I feel the same way, but I grew up on a small farm. I've got a thing where I can make peace with it if the animals are treated well or as my friend calls it "one bad day policy". I drive by huge mega farms where the animals never go outside and they smell horrid (I love the smell of a small farm, but yes, they all have a smell) and can't really feel good about buying meat or dairy from these places.
I'm with you on this. For me it was reading Peter Singer's "Animal Rights" that made the difference.
Thankfully it's never been easier to find high-quality info about vegan nutrition and recipe ideas.
> it's never been easier to find high-quality info about vegan nutrition and recipe ideas

Veganism is probably too far for the broad population. Ovo-lacto vegetarianism, where you're purchasing eggs and dairy from a specific farm (or reputable brand), is more accessible and close in terms of ethical and environmental impact.

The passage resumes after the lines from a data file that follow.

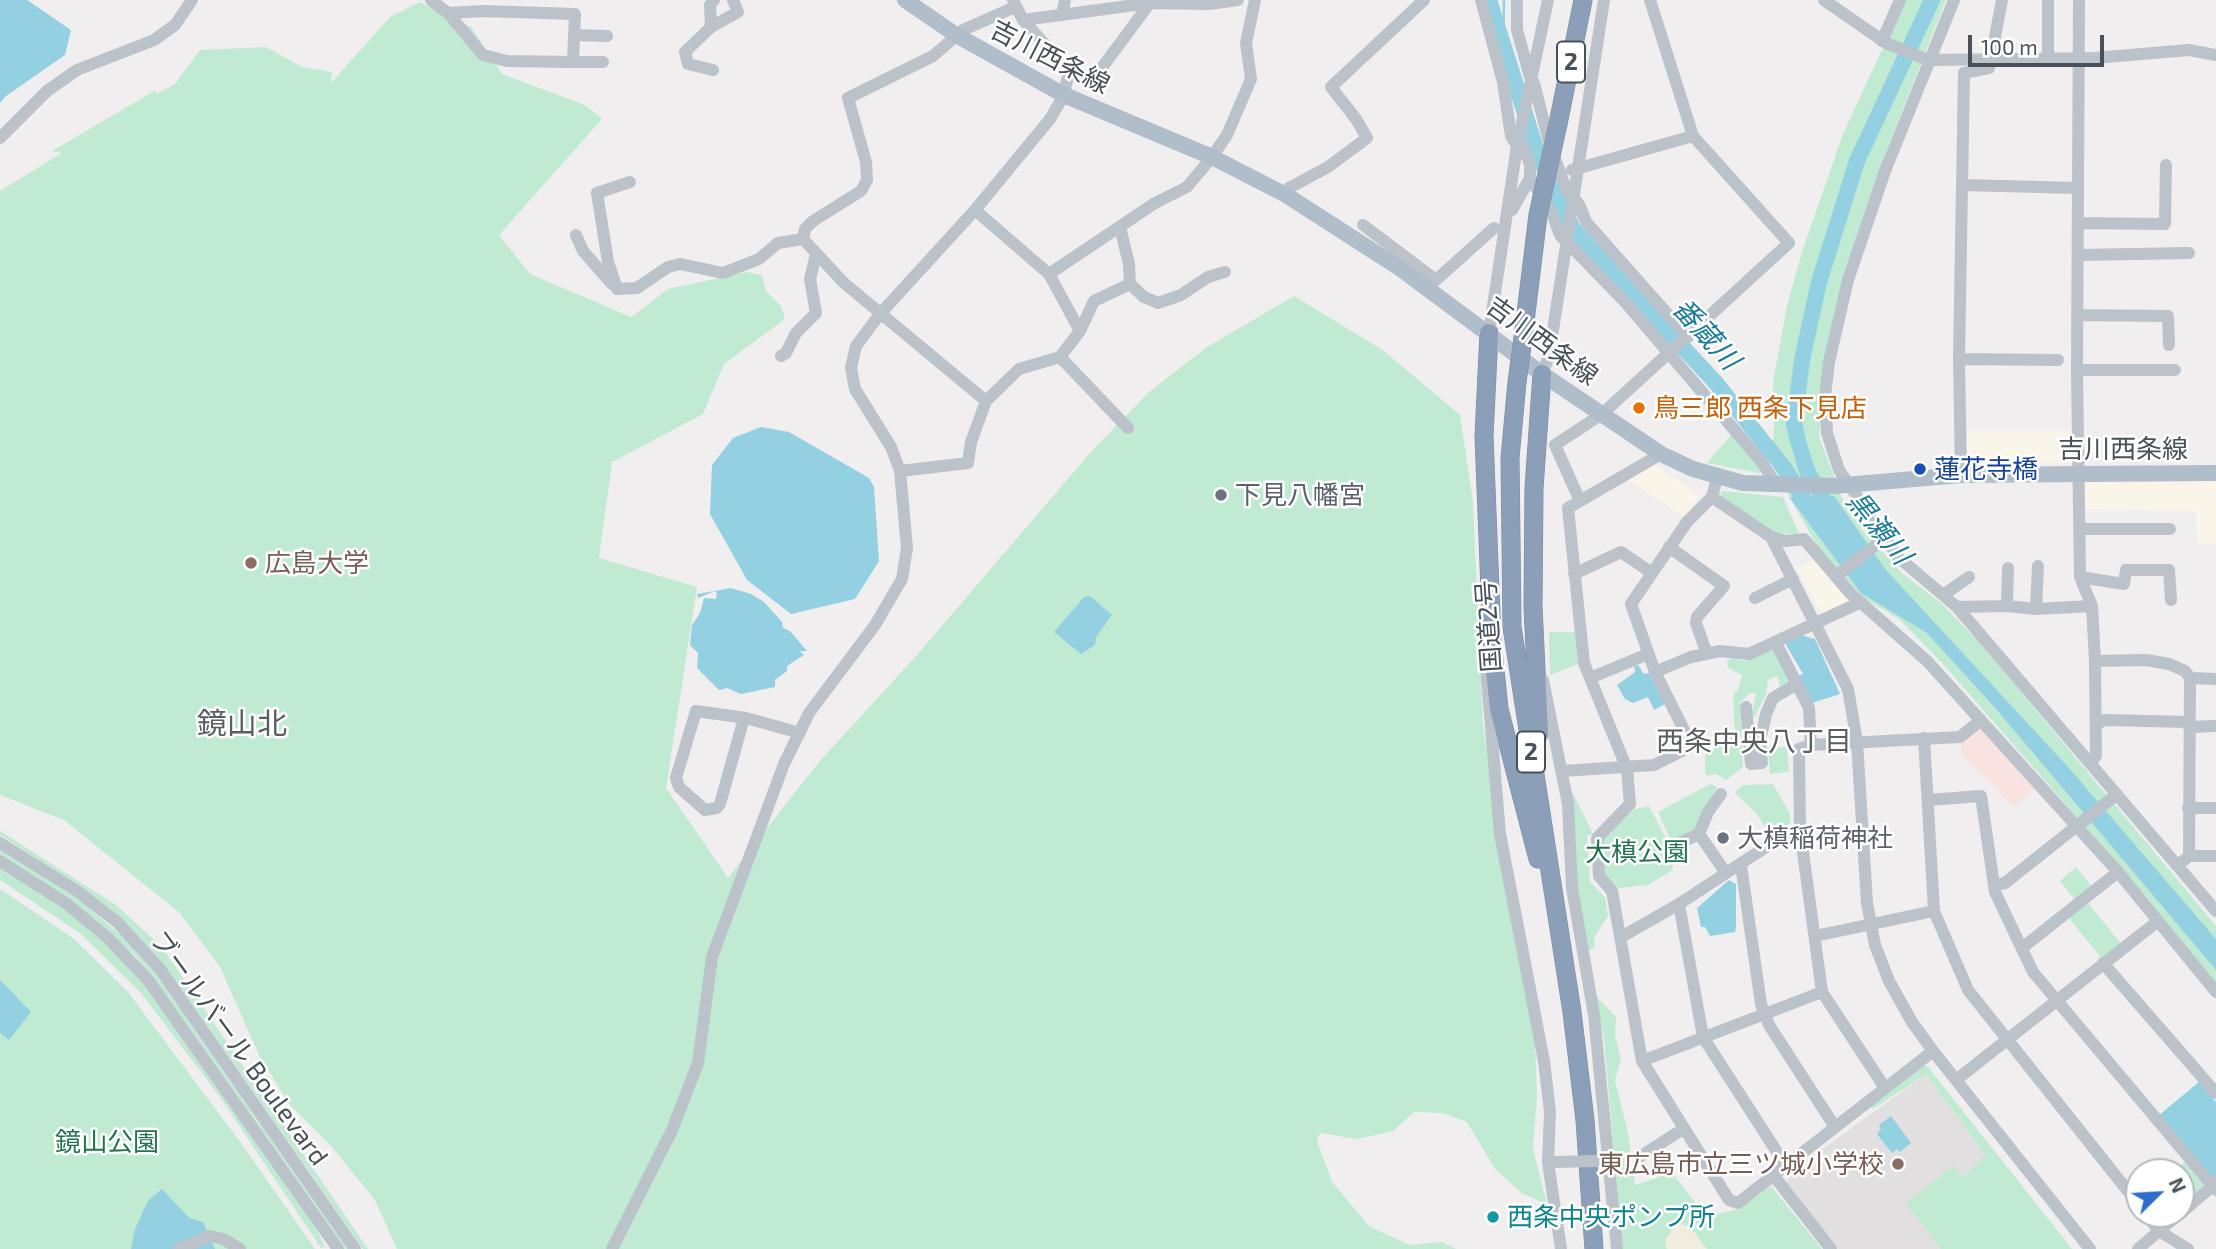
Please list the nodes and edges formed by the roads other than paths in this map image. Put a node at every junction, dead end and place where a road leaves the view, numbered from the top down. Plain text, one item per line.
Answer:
1 (192, 0) edge
2 (431, 0) edge
3 (713, 0) edge
4 (733, 0) edge
5 (905, 0) edge
6 (1065, 0) edge
7 (1238, 0) edge
8 (1255, 0) edge
9 (1424, 0) edge
10 (1481, 0) edge
11 (1517, 0) edge
12 (1548, 0) edge
13 (1583, 0) edge
14 (1604, 0) edge
15 (1650, 0) edge
16 (1824, 0) edge
17 (1900, 0) edge
18 (1954, 0) edge
19 (2002, 0) edge
20 (2048, 0) edge
21 (2079, 0) edge
22 (1167, 1) edge
23 (1150, 3) junction
24 (1014, 4) edge
25 (448, 13) junction
26 (1062, 15) junction
27 (1023, 20) junction
28 (711, 27) junction
29 (576, 35) junction
30 (956, 35) junction
31 (607, 36) dead end
32 (1884, 42) junction
33 (2216, 55) edge
34 (2079, 58) junction
35 (1926, 59) junction
36 (2048, 59) junction
37 (1992, 60) junction
38 (573, 62) junction
39 (603, 62) dead end
40 (713, 70) dead end
41 (1069, 71) junction
42 (1532, 78) junction
43 (1064, 95) junction
44 (1693, 136) junction
45 (0, 138) edge
46 (1518, 141) junction
47 (1212, 157) junction
48 (2166, 165) dead end
49 (1559, 170) junction
50 (1577, 170) junction
51 (1531, 180) junction
52 (630, 182) dead end
53 (1962, 185) junction
54 (2078, 187) junction
55 (1286, 195) junction
56 (1573, 198) junction
57 (975, 210) junction
58 (1512, 210) dead end
59 (2078, 223) junction
60 (1363, 225) dead end
61 (1120, 228) junction
62 (1494, 228) dead end
63 (576, 235) dead end
64 (803, 239) junction
65 (1565, 241) junction
66 (2189, 253) dead end
67 (816, 254) junction
68 (2078, 255) junction
69 (1406, 265) junction
70 (1225, 272) dead end
71 (1049, 274) junction
72 (1130, 284) junction
73 (617, 289) junction
74 (880, 314) junction
75 (2078, 315) junction
76 (1080, 331) junction
77 (1489, 333) junction
78 (1688, 337) junction
79 (2169, 345) dead end
80 (1669, 354) junction
81 (781, 356) dead end
82 (1060, 357) junction
83 (1959, 359) junction
84 (2057, 360) dead end
85 (2077, 370) junction
86 (2175, 370) dead end
87 (1542, 373) junction
88 (986, 401) junction
89 (1602, 414) junction
90 (1128, 428) dead end
91 (1661, 454) junction
92 (900, 471) junction
93 (2080, 473) junction
94 (2216, 473) edge
95 (1961, 475) junction
96 (1717, 478) junction
97 (1778, 485) junction
98 (1841, 486) junction
99 (1712, 496) junction
100 (1580, 501) junction
101 (2081, 528) junction
102 (2170, 529) dead end
103 (1771, 537) junction
104 (1882, 540) junction
105 (1670, 547) junction
106 (2038, 566) dead end
107 (2008, 568) dead end
108 (1652, 573) junction
109 (1574, 574) junction
110 (1838, 575) junction
111 (1969, 577) dead end
112 (2080, 577) junction
113 (1793, 579) junction
114 (1943, 594) junction
115 (1755, 598) dead end
116 (2171, 600) dead end
117 (1861, 602) junction
118 (2007, 606) junction
119 (2092, 606) junction
120 (1533, 607) junction
121 (1956, 607) junction
122 (2036, 609) junction
123 (1816, 623) junction
124 (1492, 641) junction
125 (1776, 643) junction
126 (1648, 654) junction
127 (1707, 654) junction
128 (2095, 661) junction
129 (1655, 672) junction
130 (1590, 678) junction
131 (2190, 678) junction
132 (2216, 679) edge
133 (1797, 684) junction
134 (1746, 706) dead end
135 (744, 718) junction
136 (1981, 720) junction
137 (2096, 724) junction
138 (2189, 724) junction
139 (2216, 726) edge
140 (800, 733) junction
141 (1924, 738) junction
142 (1857, 742) junction
143 (1811, 745) junction
144 (2090, 764) junction
145 (1627, 769) junction
146 (1562, 771) junction
147 (1721, 794) dead end
148 (2114, 796) junction
149 (1928, 800) junction
150 (2188, 808) junction
151 (2216, 808) edge
152 (2079, 826) junction
153 (1800, 830) junction
154 (1699, 834) junction
155 (0, 843) edge
156 (1671, 847) dead end
157 (2216, 856) edge
158 (2184, 860) junction
159 (0, 861) edge
160 (1741, 865) junction
161 (2118, 872) junction
162 (1726, 873) junction
163 (1994, 886) junction
164 (1679, 904) junction
165 (1934, 911) junction
166 (2216, 911) edge
167 (2158, 921) junction
168 (1870, 925) junction
169 (1623, 936) junction
170 (1815, 936) junction
171 (2022, 948) junction
172 (1564, 961) junction
173 (2103, 963) junction
174 (1822, 992) junction
175 (2216, 992) edge
176 (2056, 1002) junction
177 (1765, 1015) junction
178 (1703, 1037) junction
179 (2007, 1039) junction
180 (1933, 1051) junction
181 (1642, 1060) junction
182 (1956, 1080) junction
183 (1885, 1088) junction
184 (2216, 1093) edge
185 (1585, 1120) junction
186 (1835, 1127) junction
187 (1683, 1129) junction
188 (1642, 1156) dead end
189 (1610, 1160) junction
190 (1551, 1162) junction
191 (1786, 1166) junction
192 (1774, 1176) junction
193 (2125, 1187) edge
194 (2215, 1187) edge
195 (2195, 1202) edge
196 (2157, 1228) edge
197 (2162, 1228) edge
198 (2159, 1231) junction
199 (179, 1249) edge
200 (240, 1249) edge
201 (338, 1249) edge
202 (355, 1249) edge
203 (612, 1249) edge
204 (1561, 1249) edge
205 (1587, 1249) edge
206 (1597, 1249) edge
207 (1617, 1249) edge
208 (1831, 1249) edge
209 (2090, 1249) edge
210 (2138, 1249) edge
211 (2188, 1249) edge

1 - 45 street
2 - 25 street
3 - 28 street
4 - 28 street
5 - 30 main road, 吉川西条線
6 - 26 street
7 - 22 street
8 - 47 street
9 - 55 street
10 - 46 street
11 - 42 street
12 - 42 street
13 - 172 highway, 国道2号 / 2, bridge
14 - 50 street
15 - 44 street
16 - 32 street
17 - 32 street
18 - 35 street
19 - 37 street
20 - 36 street
21 - 34 street
22 - 23 street
23 - 26 street
23 - 41 street
24 - 27 street
24 - 30 street
25 - 29 street
25 - 38 street
26 - 27 street
27 - 41 street
28 - 40 street
29 - 31 street
29 - 38 street
30 - 43 main road, 吉川西条線
30 - 64 street
32 - 35 street
33 - 34 street
34 - 36 street
34 - 54 street
35 - 37 street
35 - 98 street
36 - 37 street
37 - 53 street
38 - 39 street
41 - 43 street
42 - 46 street
42 - 49 street
43 - 47 main road, 吉川西条線
43 - 57 street
44 - 50 street
44 - 78 street
46 - 51 street
46 - 77 street
47 - 55 main road, 吉川西条線
47 - 61 street
48 - 59 street
49 - 50 street
49 - 51 street
49 - 56 street
50 - 56 street
51 - 58 street
51 - 65 street
52 - 73 street
53 - 54 street
53 - 83 street
54 - 59 street
55 - 69 main road, 吉川西条線
56 - 65 street
56 - 78 street
57 - 71 street
57 - 74 street
59 - 68 street
60 - 69 street
61 - 71 street
61 - 72 street
62 - 69 street
63 - 73 street
64 - 67 street
64 - 73 street
65 - 80 street
65 - 87 street
66 - 68 street
67 - 74 street
67 - 81 street
68 - 75 street
69 - 77 main road, 吉川西条線
70 - 72 street
71 - 76 street
72 - 76 street
74 - 88 street
74 - 92 street
75 - 79 street
75 - 85 street
76 - 82 street
77 - 87 main road, 吉川西条線
77 - 124 highway
78 - 80 street
80 - 89 street
80 - 97 street
82 - 88 street
82 - 90 street
83 - 84 street
83 - 95 street
85 - 86 street
85 - 93 street
87 - 89 main road, 吉川西条線
87 - 120 highway
88 - 92 street
89 - 91 main road, 吉川西条線
89 - 100 street
91 - 96 main road, 吉川西条線
91 - 100 street
92 - 140 street
93 - 94 main road, 吉川西条線
93 - 95 main road, 吉川西条線
93 - 101 street
95 - 98 main road, 吉川西条線
96 - 97 main road, 吉川西条線
96 - 99 street
97 - 98 main road, 吉川西条線
98 - 104 street
99 - 103 street
99 - 105 street
100 - 109 street
101 - 102 street
101 - 112 street
103 - 110 street
103 - 113 street
104 - 110 street
104 - 114 street
105 - 108 street
105 - 127 street
106 - 122 street
107 - 118 street
108 - 109 street
108 - 126 street
109 - 130 street
110 - 117 street
111 - 114 street
112 - 116 street
112 - 119 street
113 - 115 street
113 - 123 street
114 - 121 street
117 - 123 street
117 - 136 street
118 - 121 street
118 - 122 street
119 - 122 street
119 - 128 street
120 - 146 street
120 - 172 highway
121 - 144 street
123 - 125 street
123 - 142 street
124 - 172 highway
124 - 190 street
125 - 127 street
125 - 133 street
126 - 129 street
126 - 130 street
127 - 129 street
128 - 131 street
128 - 137 street
129 - 145 street
130 - 145 street
131 - 132 street
131 - 138 street
133 - 134 street
133 - 143 street
135 - 135 street
135 - 140 street
136 - 141 street
136 - 152 street
137 - 138 street
137 - 144 street
138 - 139 street
138 - 150 street
140 - 203 street
141 - 142 street
141 - 149 street
142 - 143 street
142 - 168 street
143 - 153 street
144 - 148 street
145 - 146 street
145 - 169 street
146 - 189 street
147 - 154 street
148 - 152 street
148 - 158 street
149 - 163 street
149 - 165 street
150 - 151 street
150 - 158 street
152 - 161 street
152 - 163 street
153 - 160 street
153 - 170 street
154 - 156 street
154 - 162 street
155 - 202 street, ブールバール Boulevard
157 - 158 street
158 - 166 street
159 - 201 street
160 - 162 street
160 - 177 street
161 - 167 street
161 - 171 street
162 - 164 street
163 - 171 street
164 - 169 street
164 - 178 street
165 - 168 street
165 - 179 street
167 - 173 street
167 - 175 street
168 - 170 street
168 - 180 street
169 - 181 street
170 - 174 street
171 - 176 street
172 - 185 highway, 国道2号 / 2
173 - 176 street
173 - 184 street
174 - 177 street
174 - 183 street
176 - 179 street
176 - 194 street
177 - 178 street
177 - 186 street
178 - 181 street
178 - 191 street
179 - 182 street
179 - 193 street
180 - 182 street
180 - 183 street
181 - 187 street
182 - 209 street
183 - 186 street
185 - 205 highway
185 - 206 highway
186 - 191 street
187 - 188 street
187 - 192 street
189 - 190 street, bridge
189 - 207 street
190 - 204 street
191 - 192 street
192 - 208 street
194 - 195 street
196 - 198 street
197 - 198 street
198 - 210 street
198 - 211 street
199 - 200 street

For now veganism is outside the Overton window but this is changing, and it needs to, because it's actually much better & cheaper than ovo-lacto vegetarianism even via a "better" commercial farm - they still get rid of the newly born males, they usually get rid of the older "less productive" females, feeding animals is still an inefficient use of land & energy, and cows still generate methane..
> this is changing, and it needs to, because it's actually much better & cheaper

Cheaper doesn’t mean better. And perfect is the enemy of the good. We are generations away from ovo-lacto vegetarian dominance, let alone veganism. If I were tasked with defeating vegetarianism, I’d push a vegan or nothing mantra.

That would work for 8 billion people? I doubt that.
> that would work for 8 billion people?

What’s “that”? What do you mean by “work”?

If you mean can we sell 8 billion people on ovo-lacto vegetarianism, I don’t know. What I know is it’s easier than selling even one billion on veganism.

If you mean can we literally maintain the supply chains the answer is obviously yes. We already produce enough food for everyone in a world where 6+ billion eat meat.

> purchasing eggs and dairy from a specific farm (or reputable brand)

What does this even mean anyway? Current system works because of being able to buy from multiple sources through the global supply chains and commoditizing food. Specific farms won't work for 8 billion people.

> (I just looked this cheery tidbit up, 166,000 pigs are slaughtered per hour, year round, worldwide.)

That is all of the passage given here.